In the last 48 hours, over 10,000 people have joined an international campaign to learn whether Britain’s intelligence agency, GCHQ, has illegally spied on them.
This opportunity is possible thanks to a historic court victory in the Investigatory Powers Tribunal (IPT), a secret court set up to hear complaints against the British Security Services. Two weeks ago, Privacy International won the first-ever case against GCHQ in the Tribunal, which ruled that the agency acted unlawfully inaccessing millions of private communications collected by America’s National Security Agency, the NSA, up until December 2014.

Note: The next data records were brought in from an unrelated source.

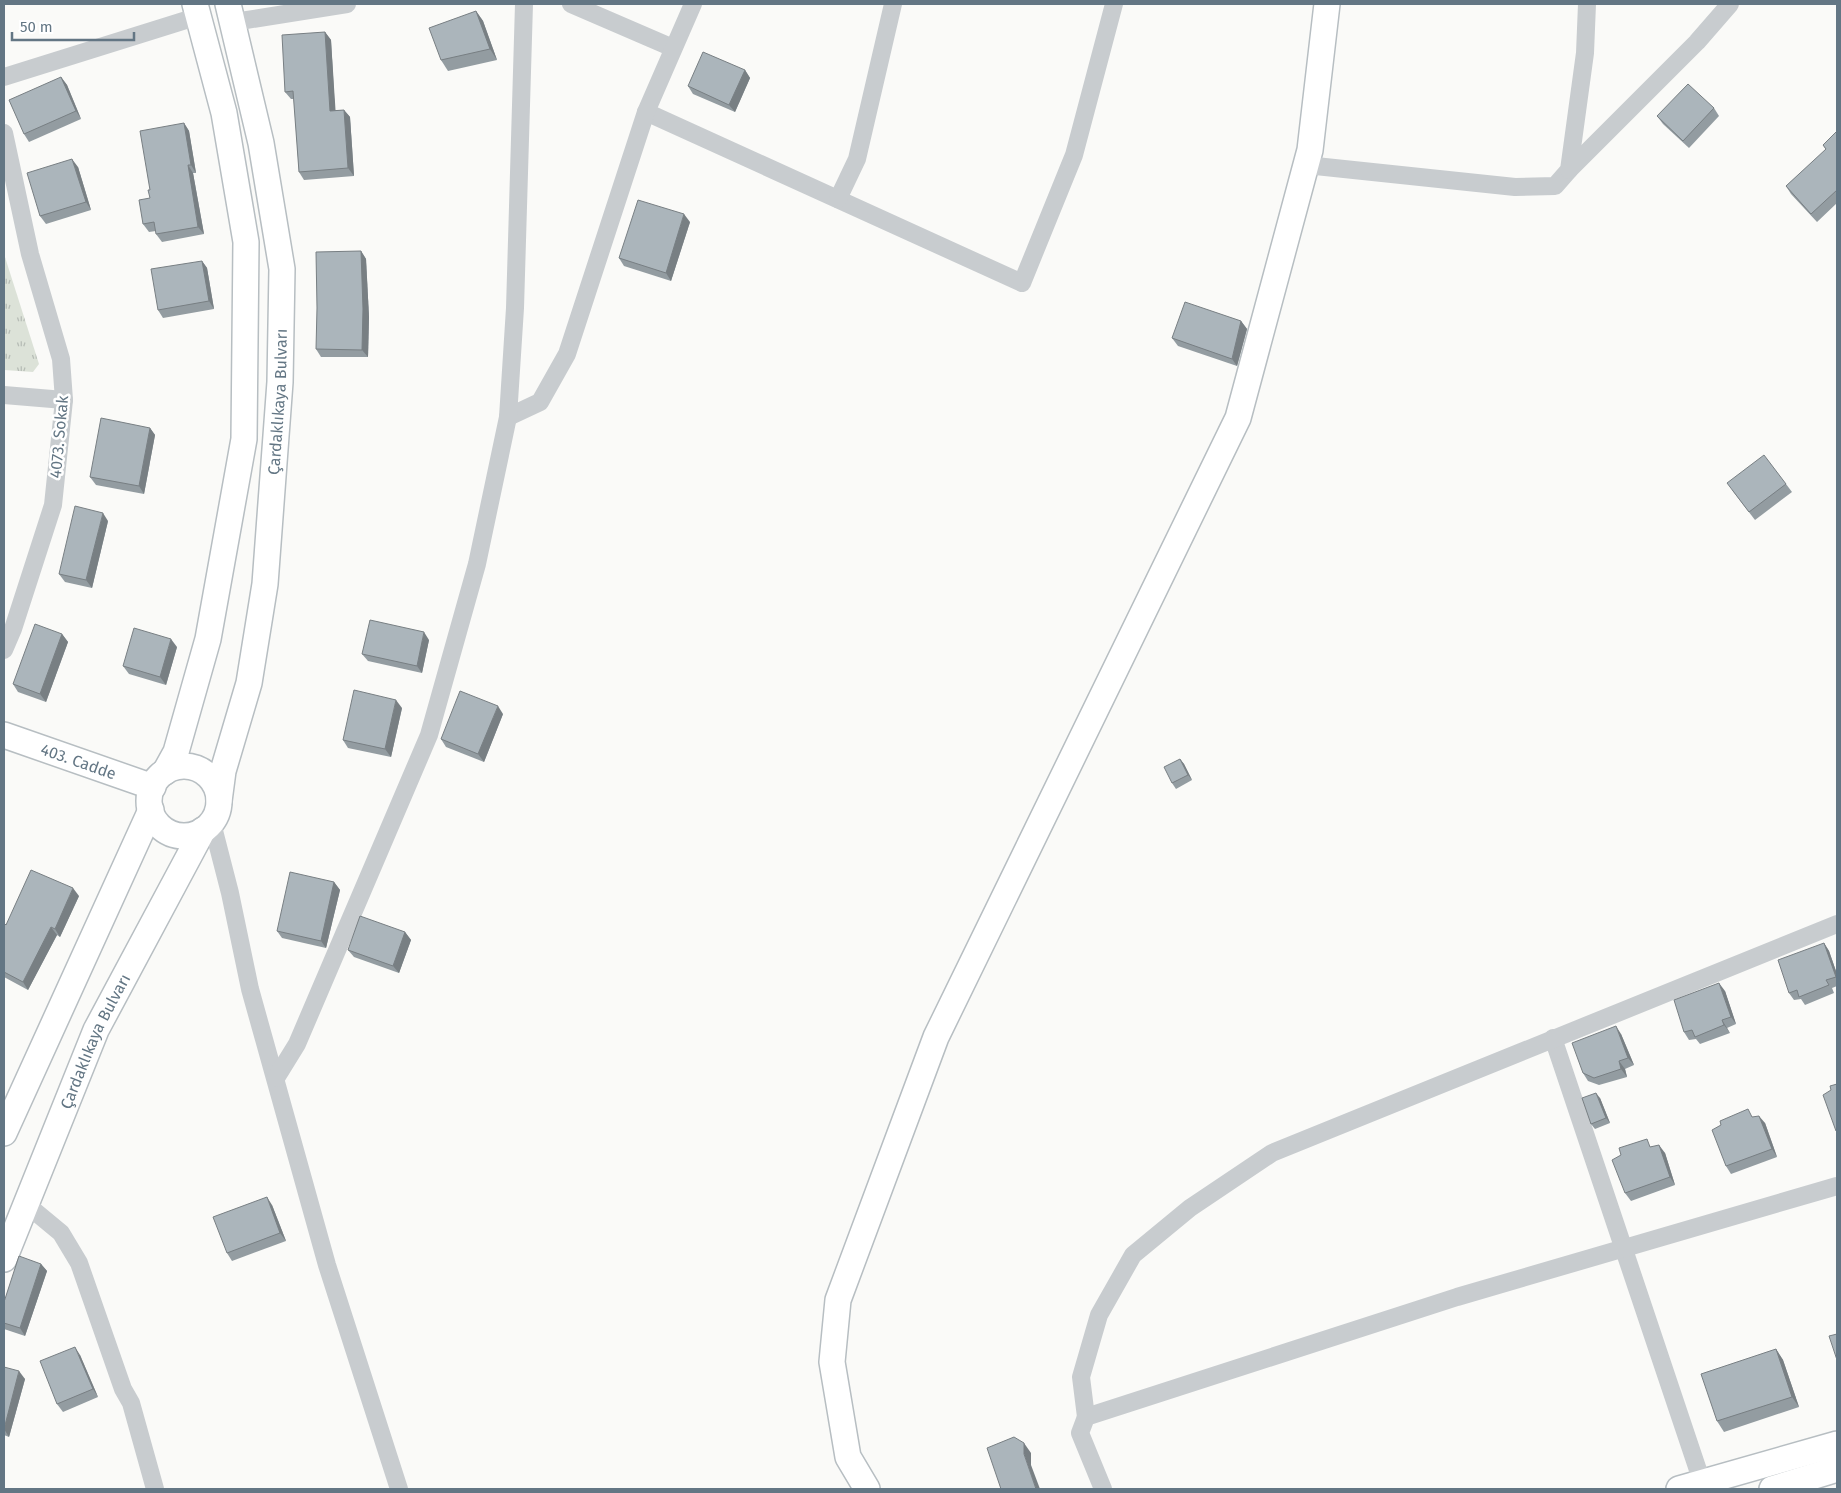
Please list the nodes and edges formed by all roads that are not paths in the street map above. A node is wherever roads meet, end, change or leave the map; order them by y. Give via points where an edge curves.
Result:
1 (347, 4) edge
2 (524, 4) edge
3 (571, 4) edge
4 (693, 4) edge
5 (893, 4) edge
6 (1114, 4) edge
7 (1327, 4) edge
8 (1587, 4) edge
9 (1730, 4) edge
10 (198, 10) edge
11 (231, 13) edge
12 (673, 48) junction
13 (4, 77) edge
14 (646, 112) junction
15 (4, 133) edge
16 (1306, 165) junction
17 (1569, 170) junction
18 (838, 200) junction
19 (4, 395) edge
20 (64, 400) junction
21 (508, 417) junction
22 (4, 650) edge
23 (4, 735) edge
24 (156, 790) junction
25 (212, 818) junction
26 (1837, 924) edge
27 (1553, 1038) junction
28 (276, 1078) junction
29 (4, 1133) edge
30 (1837, 1186) edge
31 (26, 1204) junction
32 (1624, 1248) junction
33 (4, 1259) edge
34 (1086, 1418) junction
35 (1837, 1444) edge
36 (1837, 1470) edge
37 (1702, 1482) junction
38 (154, 1489) edge
39 (399, 1489) edge
40 (867, 1489) edge
41 (1103, 1489) edge
42 (1678, 1489) edge
43 (1772, 1489) edge

1 - 11 street
2 - 21 street
3 - 12 street
4 - 12 street
5 - 18 street via 857,159
6 - 18 street via 1074,155 1022,283
7 - 16 main road
8 - 17 street via 1585,52
9 - 17 street via 1697,42
10 - 13 street
10 - 24 main road, Çardaklıkaya Bulvarı via 224,113 246,242 244,439 208,639 176,752
11 - 25 main road, Çardaklıkaya Bulvarı via 261,143 282,269 281,344 265,584 249,683 222,772
12 - 14 street
14 - 18 street
14 - 21 street via 566,354 540,402
15 - 20 street, 4073. Sokak via 30,254 61,359
16 - 17 street via 1515,187 1555,186
16 - 40 main road via 1238,418 936,1037 838,1300 832,1362 848,1457
19 - 20 street
20 - 22 street, 4073. Sokak via 53,505
21 - 28 street via 477,564 429,734 298,1044
23 - 24 main road, 403. Cadde
24 - 25 main road via 155,820 172,834 194,835
24 - 25 main road via 172,769 194,768 204,772 214,784
24 - 29 main road, Çardaklıkaya Bulvarı
25 - 28 street via 250,989
25 - 31 main road, Çardaklıkaya Bulvarı via 96,1030
26 - 27 street
27 - 32 street
27 - 34 street via 1272,1153 1190,1208 1133,1255 1100,1315 1081,1377
28 - 39 street via 327,1265
30 - 32 street
31 - 33 main road, Çardaklıkaya Bulvarı
31 - 38 street via 61,1233 79,1263 123,1389 131,1403
32 - 34 street via 1457,1296
32 - 37 street
34 - 41 street via 1080,1433
35 - 37 main road
36 - 43 main road
37 - 42 main road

Because of this victory, now anyone in the world can ask if their records, as collected by the NSA, were unlawfully shared with GCHQ. That’s why we’re asking the public to get involved—it’s an extraordinary chance to hold intelligence agencies accountable. The public has a right to know if they were spied on illegally, and Privacy International wants to help make that as easy as possible.
Unfortunately, the IPT can’t act by itself; it needs people to come forward and file complaints. That’s where you come in. We’ve minimized the amount of information you need to provide: just your name, email address, and phone number.
The IPT will use that information to search for your communications in GCHQ’s massive databases. Rest assured, we’ll do everything we can to ensure GCHQ only uses your details for the purposes of establishing whether they spied on you illegally.
Over 10,000 people have signed up already, and we expect thousands more to do so over the upcoming weeks. But it’s going to be a long fight, and it will likely take months for the IPT to process all the complaints. If they find that your communications were illegally shared with GCHQ, they will be obligated to tell you.
This is a rare opportunity to gain access to a sprawling and secretive spy agency. In some people’s minds, intelligence sharing means men in trench coats silently sliding manila envelopes marked TOP SECRET across tables in smoke-filled rooms. While such practices exist, they represent only a tiny slice of intelligence-sharing activities. The vast majority involve the massive exchange of bulk raw intelligence data. It is this practice, little understood and shrouded in secrecy, that has escaped the scrutiny of the courts and the public.
The receipt of unanalyzed intercepted material from partners like the NSA makes up a huge percentage of the raw data crunched by GCHQ. This raw data includes emails, text messages, and locational records from your smart phone. And it doesn’t matter if this information is only processed by a computer. Whether it’s a machine or a person, the violation of privacy occurs at the point of interception.
Through their secret intelligence-sharing relationship with the NSA, GCHQ has intermittently enjoyed unrestricted access to PRISM—the NSA’s means of directly accessing data and content handled by some of the world’s largest Internet companies, including Microsoft, Yahoo!, Google, Facebook, Skype, and Apple. GCHQ has also had access to other parts of the NSA’s Upstream collections, through which data is accessed as it flows through communications infrastructure, including CO-TRAVELER, which collects five billion locational records a day, and DISHFIRE, which harvests 194 million text messages daily. The top five programs within Upstream created 160 billion interception records in one month alone.
Indeed, in his witness statement to the IPT in May 2014, Charles Farr, director of the UK’s Office for Security and Counter-Terrorism, attested to the outsize scope of U.S. intelligence. “The immense value of [GCHQ’s relationships with the NSA] for the UK in part reflects the fact that the U.S. intelligence agencies are far larger and much better resourced than the [British] Intelligence Services,” he said. “In simple terms, [the United States] can provide the UK with intelligence that the UK, with its far more limited resources, could not realistically obtain by itself.”
The intelligence agencies’ culture of secrecy has allowed them to avoid public accountability. Whether it’s secret hearings in closed courtrooms or committees equipped only with rubber stamps, GCHQ has never been forced to answer to the public.
Chances are, at some point over the past decade, your communications were swept up by one of the NSA’s mass surveillance programs and passed onto GCHQ. We think you have a right to know whether that’s the case, and if so, to demand that data be deleted. Privacy International wants to help you assert those rights.